The Charge That Binds presents recent artworks by Australian and international artists, alongside several key new commissions, traversing a broad range of mediums including painting, sculpture, moving image, sound and choreography. This lively assembly of practices celebrates and cultivates interdependency and reciprocity across difference in both a poetic and pragmatic register.

Grappling with the entwined issues of ongoing climate change and entrenched social inequity, works presented conjure new (and old) stories about our interconnectedness with the living world and each other, underscored by a recognition that natural exploitation, cultural domination and territorial occupation are often part of ongoing colonial processes and thinking.

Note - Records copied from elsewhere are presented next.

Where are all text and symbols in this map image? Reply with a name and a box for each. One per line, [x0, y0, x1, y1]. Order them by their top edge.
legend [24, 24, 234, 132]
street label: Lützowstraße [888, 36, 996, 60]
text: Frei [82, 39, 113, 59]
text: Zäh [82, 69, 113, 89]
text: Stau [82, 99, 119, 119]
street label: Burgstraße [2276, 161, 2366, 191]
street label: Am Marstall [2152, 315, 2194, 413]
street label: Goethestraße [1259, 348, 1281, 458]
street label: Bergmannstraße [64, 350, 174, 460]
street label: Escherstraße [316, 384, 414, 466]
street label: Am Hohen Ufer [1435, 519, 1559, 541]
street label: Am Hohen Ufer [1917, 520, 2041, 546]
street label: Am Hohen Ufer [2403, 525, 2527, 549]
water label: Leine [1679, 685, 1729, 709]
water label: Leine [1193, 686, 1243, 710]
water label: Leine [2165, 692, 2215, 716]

The exhibition is accompanied by a series of experimental workshops, discussions, performances and pedagogical investigations addressing the role of artists and art institutions in fostering collaboration, collective action and new imaginaries in response to our planetary emergency. The Climate Aware Creative Practice Research Network will host the Relational Ecologies Laboratory throughout the course of the exhibition, culminating in an intensive two-day program of talks, discussions and workshops in late-February 2025.

The Charge That Binds adopts a collective curatorial model, with oversight from a curatorial advisory group including Associate Professor Michelle Antoinette, Art History and Theory program at Monash University; Professor Brian Martin, artist and Director of Wominjeka Djeembana Indigenous Research Lab; Professor Peta Rake, Director of University of Queensland Art Museum; and Professor Naomi Stead, Director of the Design and Creative Practice Enabling Capability Platform, RMIT University.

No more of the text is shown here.